What is being asked
Anywhere the string "graph" shows up in the listing below, copy the line it is in.

Source material
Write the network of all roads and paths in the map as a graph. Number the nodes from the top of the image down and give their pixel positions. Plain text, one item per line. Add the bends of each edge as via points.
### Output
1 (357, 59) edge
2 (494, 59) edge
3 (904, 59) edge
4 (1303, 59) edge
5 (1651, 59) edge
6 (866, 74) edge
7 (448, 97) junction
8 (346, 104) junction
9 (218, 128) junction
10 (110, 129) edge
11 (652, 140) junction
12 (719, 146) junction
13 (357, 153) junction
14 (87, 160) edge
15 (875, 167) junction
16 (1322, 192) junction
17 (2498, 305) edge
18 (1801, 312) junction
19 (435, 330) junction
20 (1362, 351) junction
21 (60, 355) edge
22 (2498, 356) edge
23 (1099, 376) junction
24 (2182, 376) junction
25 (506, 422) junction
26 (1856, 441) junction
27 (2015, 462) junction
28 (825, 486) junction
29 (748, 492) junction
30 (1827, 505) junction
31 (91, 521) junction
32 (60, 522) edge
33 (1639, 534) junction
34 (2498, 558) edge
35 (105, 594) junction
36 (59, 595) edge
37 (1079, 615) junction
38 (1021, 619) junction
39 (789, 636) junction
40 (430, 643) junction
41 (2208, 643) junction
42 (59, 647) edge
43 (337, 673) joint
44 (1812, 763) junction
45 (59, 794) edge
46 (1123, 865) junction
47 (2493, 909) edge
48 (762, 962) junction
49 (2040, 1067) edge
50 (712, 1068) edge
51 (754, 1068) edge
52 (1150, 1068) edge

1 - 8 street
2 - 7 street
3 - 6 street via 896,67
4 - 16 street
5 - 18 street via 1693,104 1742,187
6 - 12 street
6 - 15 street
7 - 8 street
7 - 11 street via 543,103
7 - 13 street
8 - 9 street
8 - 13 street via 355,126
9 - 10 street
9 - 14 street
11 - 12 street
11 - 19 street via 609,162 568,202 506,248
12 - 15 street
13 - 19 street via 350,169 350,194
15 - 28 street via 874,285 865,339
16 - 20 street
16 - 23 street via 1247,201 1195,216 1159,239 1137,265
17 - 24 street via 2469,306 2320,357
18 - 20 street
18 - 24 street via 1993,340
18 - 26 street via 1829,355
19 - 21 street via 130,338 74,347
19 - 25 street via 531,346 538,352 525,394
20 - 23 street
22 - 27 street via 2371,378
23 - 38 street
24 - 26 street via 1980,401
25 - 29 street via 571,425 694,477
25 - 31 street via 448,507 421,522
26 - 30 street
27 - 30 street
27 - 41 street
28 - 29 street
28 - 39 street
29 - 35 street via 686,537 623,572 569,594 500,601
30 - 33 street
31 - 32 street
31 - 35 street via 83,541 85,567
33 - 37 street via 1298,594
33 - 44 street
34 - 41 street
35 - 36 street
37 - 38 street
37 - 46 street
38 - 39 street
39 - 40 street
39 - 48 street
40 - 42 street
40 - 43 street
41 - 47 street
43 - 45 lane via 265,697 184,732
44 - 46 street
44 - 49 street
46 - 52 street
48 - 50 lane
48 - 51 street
---
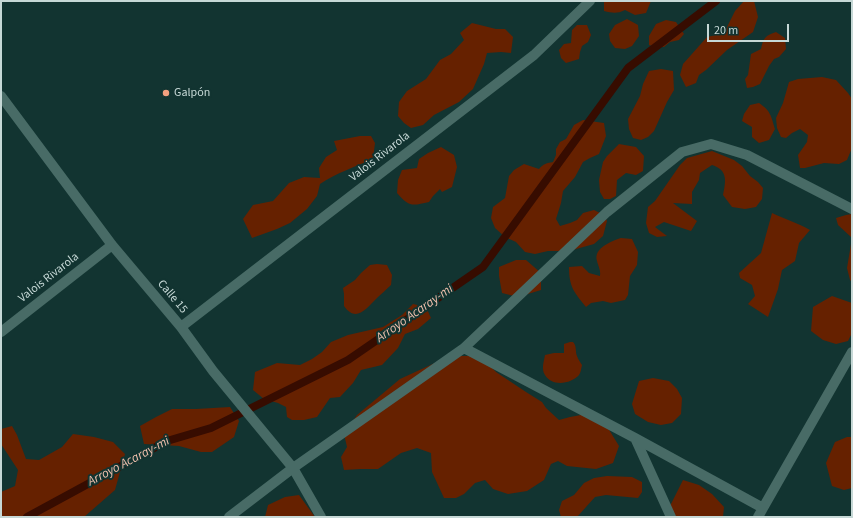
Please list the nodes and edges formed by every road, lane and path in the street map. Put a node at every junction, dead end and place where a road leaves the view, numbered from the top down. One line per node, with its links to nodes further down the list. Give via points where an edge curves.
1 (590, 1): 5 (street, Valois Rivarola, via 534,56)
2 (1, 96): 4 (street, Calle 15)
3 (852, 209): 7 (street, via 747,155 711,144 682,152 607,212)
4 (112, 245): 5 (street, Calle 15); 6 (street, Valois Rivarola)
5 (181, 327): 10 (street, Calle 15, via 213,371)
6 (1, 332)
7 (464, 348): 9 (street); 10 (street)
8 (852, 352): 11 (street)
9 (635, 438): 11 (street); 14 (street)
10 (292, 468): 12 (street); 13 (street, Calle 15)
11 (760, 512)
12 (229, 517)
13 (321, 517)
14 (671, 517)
...
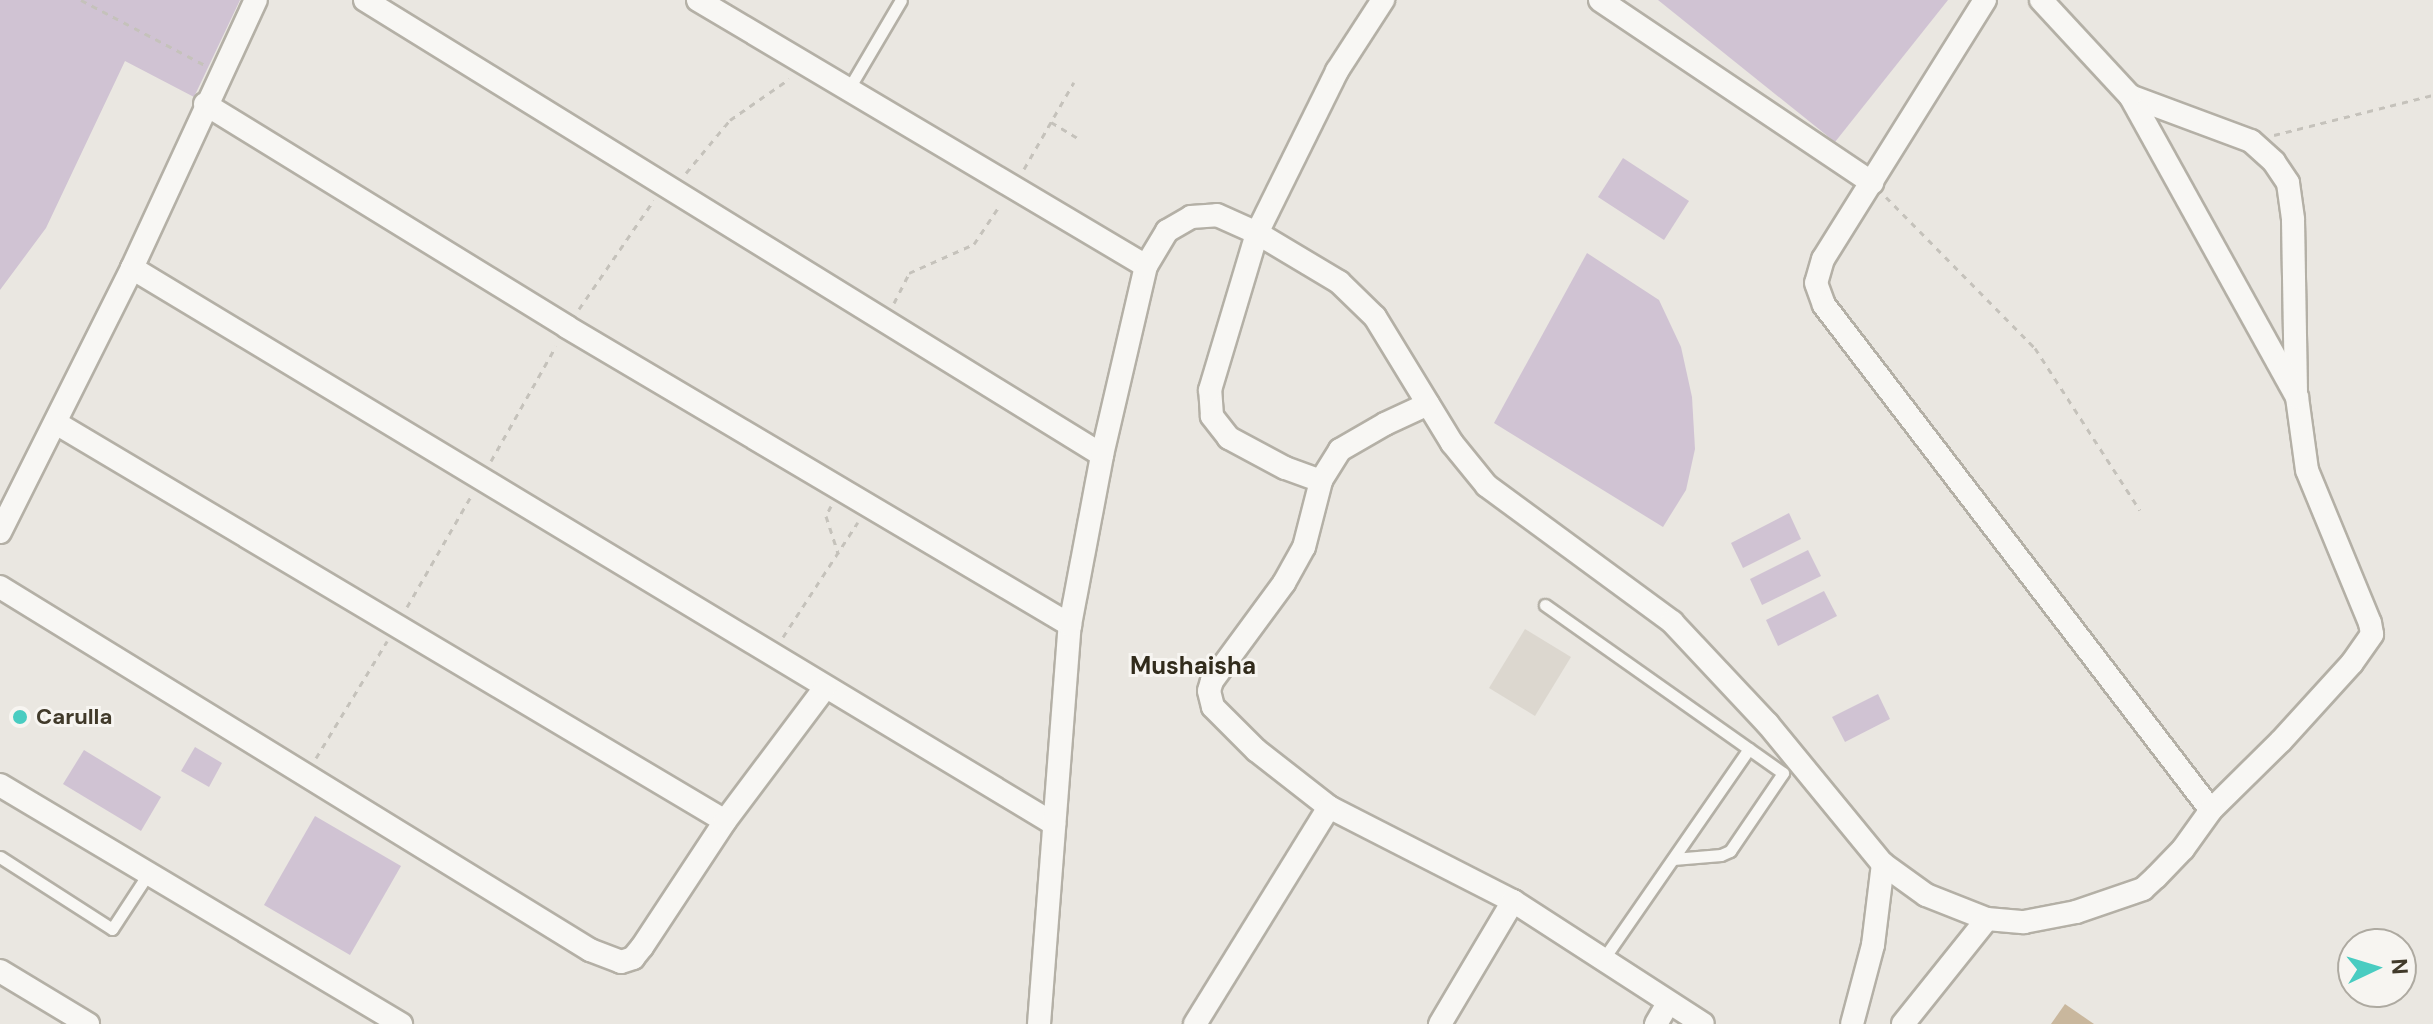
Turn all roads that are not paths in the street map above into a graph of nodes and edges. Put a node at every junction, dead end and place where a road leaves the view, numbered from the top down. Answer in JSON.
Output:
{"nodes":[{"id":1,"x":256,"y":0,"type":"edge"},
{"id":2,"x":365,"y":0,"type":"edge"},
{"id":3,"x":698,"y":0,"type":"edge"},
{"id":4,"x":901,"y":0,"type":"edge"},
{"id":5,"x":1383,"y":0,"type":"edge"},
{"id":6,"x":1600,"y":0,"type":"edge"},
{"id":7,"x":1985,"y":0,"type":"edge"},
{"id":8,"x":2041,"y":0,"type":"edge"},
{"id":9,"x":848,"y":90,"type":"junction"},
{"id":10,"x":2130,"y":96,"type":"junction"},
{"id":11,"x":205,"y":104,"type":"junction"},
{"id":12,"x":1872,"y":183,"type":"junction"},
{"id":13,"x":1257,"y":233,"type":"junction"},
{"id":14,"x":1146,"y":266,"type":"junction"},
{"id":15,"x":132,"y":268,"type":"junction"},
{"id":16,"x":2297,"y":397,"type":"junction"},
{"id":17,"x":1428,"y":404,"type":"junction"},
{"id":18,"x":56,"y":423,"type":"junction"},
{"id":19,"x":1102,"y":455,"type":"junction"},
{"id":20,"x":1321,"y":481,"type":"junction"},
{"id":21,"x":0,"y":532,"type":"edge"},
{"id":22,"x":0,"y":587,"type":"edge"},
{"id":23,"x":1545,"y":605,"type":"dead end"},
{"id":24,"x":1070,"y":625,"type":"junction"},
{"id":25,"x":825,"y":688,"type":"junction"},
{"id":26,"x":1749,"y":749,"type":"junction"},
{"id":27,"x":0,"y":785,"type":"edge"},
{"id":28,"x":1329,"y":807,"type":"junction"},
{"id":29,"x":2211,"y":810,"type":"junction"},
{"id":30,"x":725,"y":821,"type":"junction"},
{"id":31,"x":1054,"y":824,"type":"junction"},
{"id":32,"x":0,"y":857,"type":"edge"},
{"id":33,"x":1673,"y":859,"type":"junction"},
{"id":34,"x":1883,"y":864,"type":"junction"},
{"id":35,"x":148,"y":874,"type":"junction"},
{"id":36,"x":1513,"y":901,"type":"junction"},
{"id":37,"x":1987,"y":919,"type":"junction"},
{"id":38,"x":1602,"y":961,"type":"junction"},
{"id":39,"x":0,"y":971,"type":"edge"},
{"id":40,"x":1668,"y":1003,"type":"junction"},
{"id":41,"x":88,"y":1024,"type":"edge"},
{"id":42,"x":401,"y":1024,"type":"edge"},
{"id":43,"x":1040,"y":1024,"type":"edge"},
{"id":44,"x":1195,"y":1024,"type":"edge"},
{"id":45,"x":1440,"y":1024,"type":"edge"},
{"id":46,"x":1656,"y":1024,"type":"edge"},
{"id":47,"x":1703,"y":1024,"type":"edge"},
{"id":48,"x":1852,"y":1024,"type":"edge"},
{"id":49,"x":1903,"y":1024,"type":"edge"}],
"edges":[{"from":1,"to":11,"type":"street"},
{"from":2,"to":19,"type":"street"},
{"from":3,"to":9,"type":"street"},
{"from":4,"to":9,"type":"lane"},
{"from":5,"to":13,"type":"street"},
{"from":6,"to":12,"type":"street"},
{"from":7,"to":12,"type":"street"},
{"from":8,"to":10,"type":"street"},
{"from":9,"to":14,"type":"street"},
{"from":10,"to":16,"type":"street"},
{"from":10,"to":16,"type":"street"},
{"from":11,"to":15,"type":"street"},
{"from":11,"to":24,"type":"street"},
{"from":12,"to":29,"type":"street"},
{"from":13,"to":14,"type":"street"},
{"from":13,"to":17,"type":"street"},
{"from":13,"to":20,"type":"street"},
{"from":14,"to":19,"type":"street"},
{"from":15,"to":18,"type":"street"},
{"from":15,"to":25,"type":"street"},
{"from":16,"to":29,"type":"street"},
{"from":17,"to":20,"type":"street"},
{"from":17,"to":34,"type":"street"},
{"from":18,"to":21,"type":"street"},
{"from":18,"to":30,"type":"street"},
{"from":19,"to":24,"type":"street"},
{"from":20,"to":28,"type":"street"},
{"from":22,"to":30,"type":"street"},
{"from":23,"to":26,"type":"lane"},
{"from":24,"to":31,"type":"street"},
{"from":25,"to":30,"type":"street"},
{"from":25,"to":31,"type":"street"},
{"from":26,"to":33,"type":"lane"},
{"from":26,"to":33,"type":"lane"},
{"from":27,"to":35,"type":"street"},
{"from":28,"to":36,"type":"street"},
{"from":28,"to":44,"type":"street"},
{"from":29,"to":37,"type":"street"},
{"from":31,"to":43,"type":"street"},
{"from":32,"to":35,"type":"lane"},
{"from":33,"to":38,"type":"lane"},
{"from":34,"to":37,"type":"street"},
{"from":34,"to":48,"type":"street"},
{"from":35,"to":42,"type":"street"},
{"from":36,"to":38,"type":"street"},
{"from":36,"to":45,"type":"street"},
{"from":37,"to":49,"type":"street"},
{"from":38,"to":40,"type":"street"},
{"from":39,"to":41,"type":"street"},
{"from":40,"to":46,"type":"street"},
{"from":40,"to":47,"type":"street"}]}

Task solution
Write the network of all roads and paths in the map as a graph. Number the nodes from the top of the image down and give their pixel positions. Plain text, one item per line. Add the bends of each edge as via points.
Turn all roads that are not paths in the street map above into a graph of nodes and edges. Put a node at every junction, dead end and place where a road leaves the view, numbered from the top down. Answer in JSON.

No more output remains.